Patients usually complain of the sudden appearance of a multitude of thoughts, memories, images of absurd content, unusual for a given person and current circumstances. Quickly being replaced, they do not give focus on any of them. However, it is impossible to get rid of this stream. Most of these episodes are short-lived, the person does not have time to figure out anything, and the attack has already passed. Nevertheless, a feeling of painfulness of what was happening remains, patients evaluate mentality as the first signs of impending insanity.
Usually, after an attack, people cannot coherently describe what they saw or thought about. All are united in the fact that images, ideas, memories change very quickly, not allowing to concentrate on anything. Drive them away from themselves, switch to something else does not work. At the time of the attack, the person as if leaves the real world, losing the ability to rationally think and act, at the same time remaining in consciousness and aware of what is happening.

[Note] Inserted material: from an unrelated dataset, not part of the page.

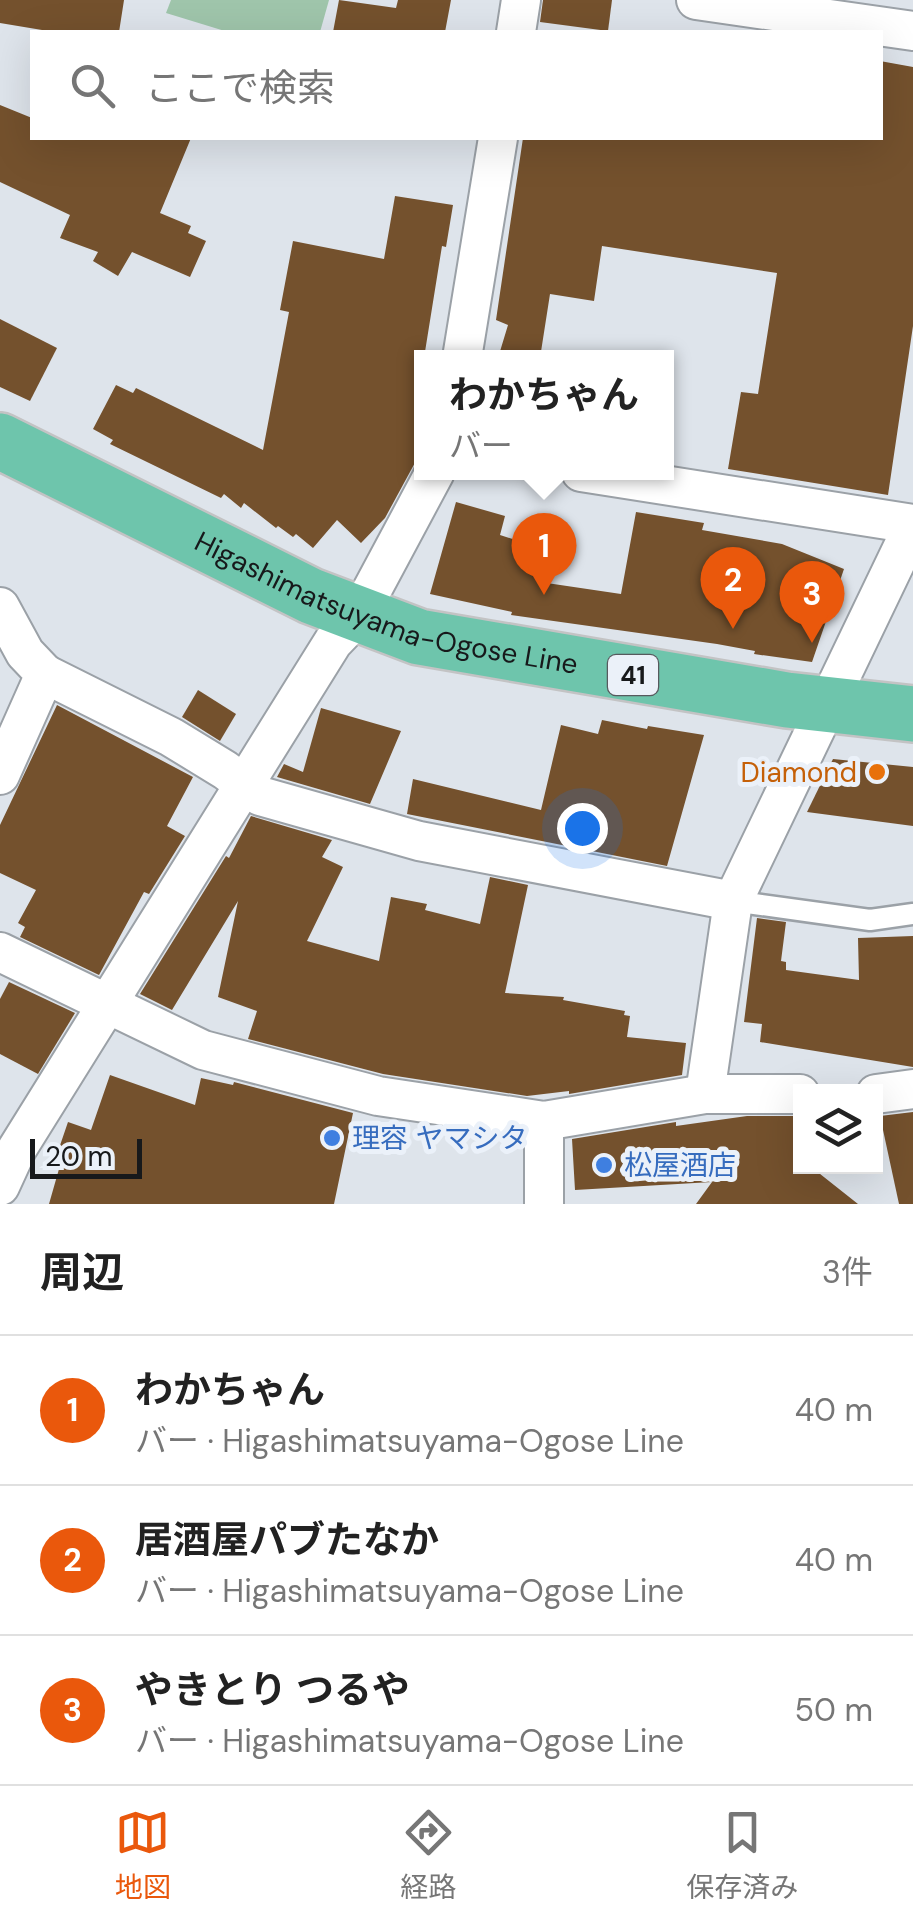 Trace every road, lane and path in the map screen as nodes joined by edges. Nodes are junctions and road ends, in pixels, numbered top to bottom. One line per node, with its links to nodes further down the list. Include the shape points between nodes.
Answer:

In most cases, there are lighter short-term episodes of mentism, lasting a few seconds or minutes. Patients note the sudden appearance of separate ideas that are absolutely not in line with the course of current thinking, sometimes frightening content, wild and not peculiar to a given person. They come unexpectedly, as if from the outside, and almost immediately disappear. Such thoughts violate the harmony of the thinking process, drawing attention to themselves by their absurdity, exhausting the human psyche.

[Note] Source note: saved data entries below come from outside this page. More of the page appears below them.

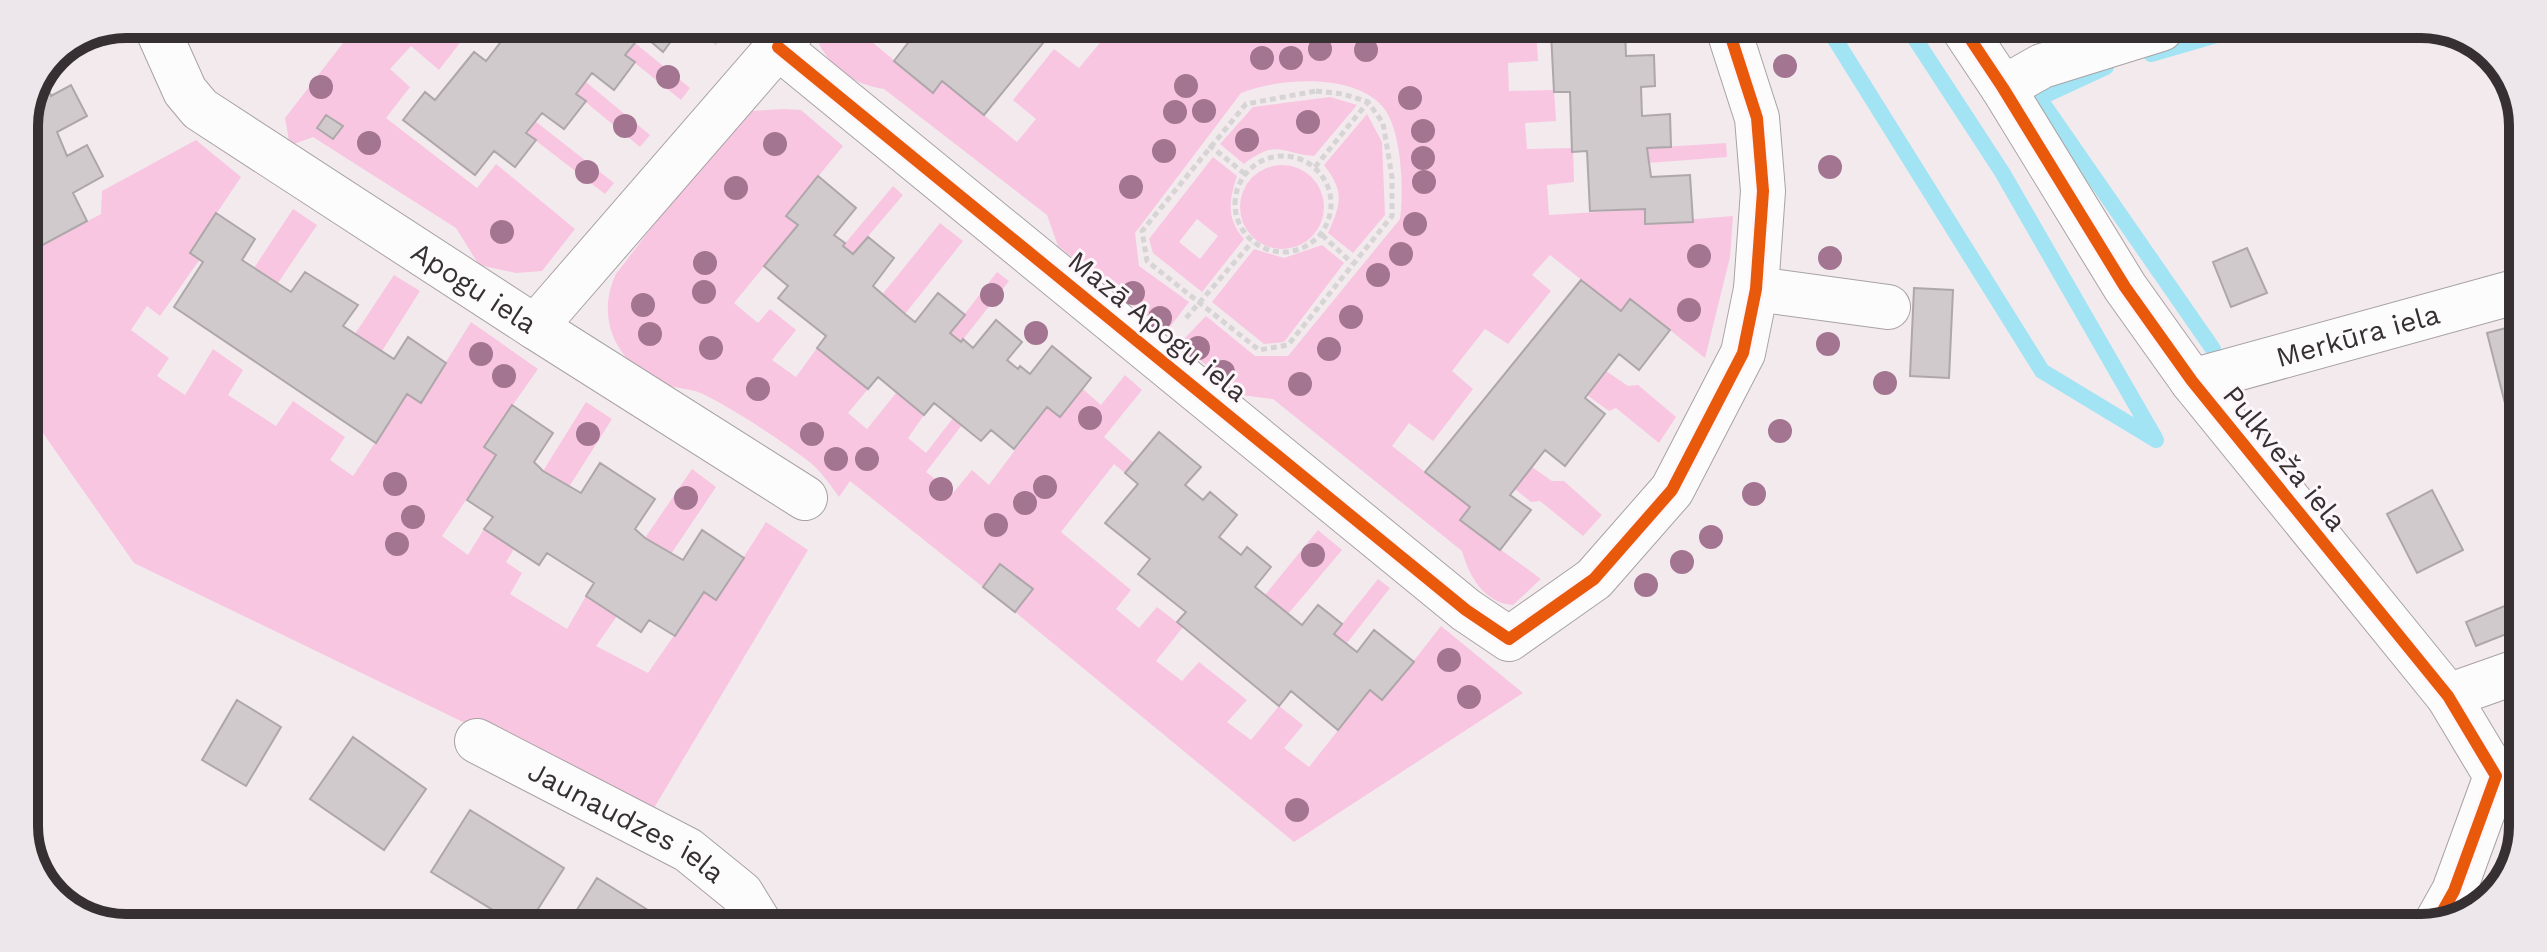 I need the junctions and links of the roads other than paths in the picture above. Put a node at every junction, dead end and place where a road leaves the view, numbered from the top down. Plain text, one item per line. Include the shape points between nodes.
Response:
1 (161, 38) edge
2 (785, 38) edge
3 (789, 38) edge
4 (1731, 38) edge
5 (1970, 38) edge
6 (2132, 38) edge
7 (2003, 88) junction
8 (1756, 289) junction
9 (2509, 294) edge
10 (1888, 307) dead end
11 (535, 327) junction
12 (2192, 381) junction
13 (805, 498) dead end
14 (2509, 675) edge
15 (2448, 696) junction
16 (477, 741) dead end
17 (2507, 793) edge
18 (2443, 911) edge
19 (754, 914) edge

1 - 11 street, Apogu iela via 185,91 200,109
2 - 11 street, Apogu iela
3 - 8 street, Mazā Apogu iela via 1158,359 1466,610 1509,639 1594,579 1672,490 1743,353
4 - 8 street via 1757,118 1763,191
5 - 7 street, Pulkveža iela
6 - 7 street via 2042,66
7 - 12 street, Pulkveža iela via 2125,287
8 - 10 street
9 - 12 street, Merkūra iela
11 - 13 street
12 - 15 street, Pulkveža iela
14 - 15 street
15 - 17 street, Pulkveža iela
16 - 19 street, Jaunaudzes iela via 688,850 741,893
17 - 18 street, Pulkveža iela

Long, up to several days, episodes of mentism are even more debilitating. Patients complain that the flow does not stop either day or night. Sometimes they turn into dreams, just as chaotic, frightening and incomprehensible.
Hypnagogic mentism is a kind of influx of images, frames replacing each other, pictures, some fragments that are not related to each other by a common theme. Images can be flat and voluminous, black and white and color. Patients see silhouettes, spots and whirlwinds, circles, fragments of cities and streets, animals, flowers. Images can be clear and consistent, blurred and fragmented. They are united by one thing - they appear unexpectedly, forcibly and the patient cannot stop their flow. The figurative (hypnagogic) mentism often occurs in a patient when he closes his eyes, in most cases this happens when he falls asleep. Patients confidently differentiate mentality before bedtime from the dreams themselves and note that sometimes the influx of images gradually goes into sleep. It is this type of mentality that can be observed in a perfectly healthy person - before going to sleep after a day full of exciting events, a stream of uninvited and incoherent thoughts or images can invade.
The content of thoughts can be different - just strange, alarming, pessimistic, joyful, to have an accusatory character. With long-term attacks of mentism, the person’s mood, his speech and behavior correspond to this content, and the thoughts themselves reflect the background of his mood and correspond to the patient’s psycho-type and diagnosis.
In depressive disorders, obsessive thoughts flow in the nature of negativism, self-accusation, hopelessness. Patients often imagine the misfortunes and diseases (hypochondriacal mentality) that lie in wait for them and their close people. They come to mind scenes of death, disaster, funeral. The patient is afraid of such a development of events in reality, however, these thoughts fascinate his imagination.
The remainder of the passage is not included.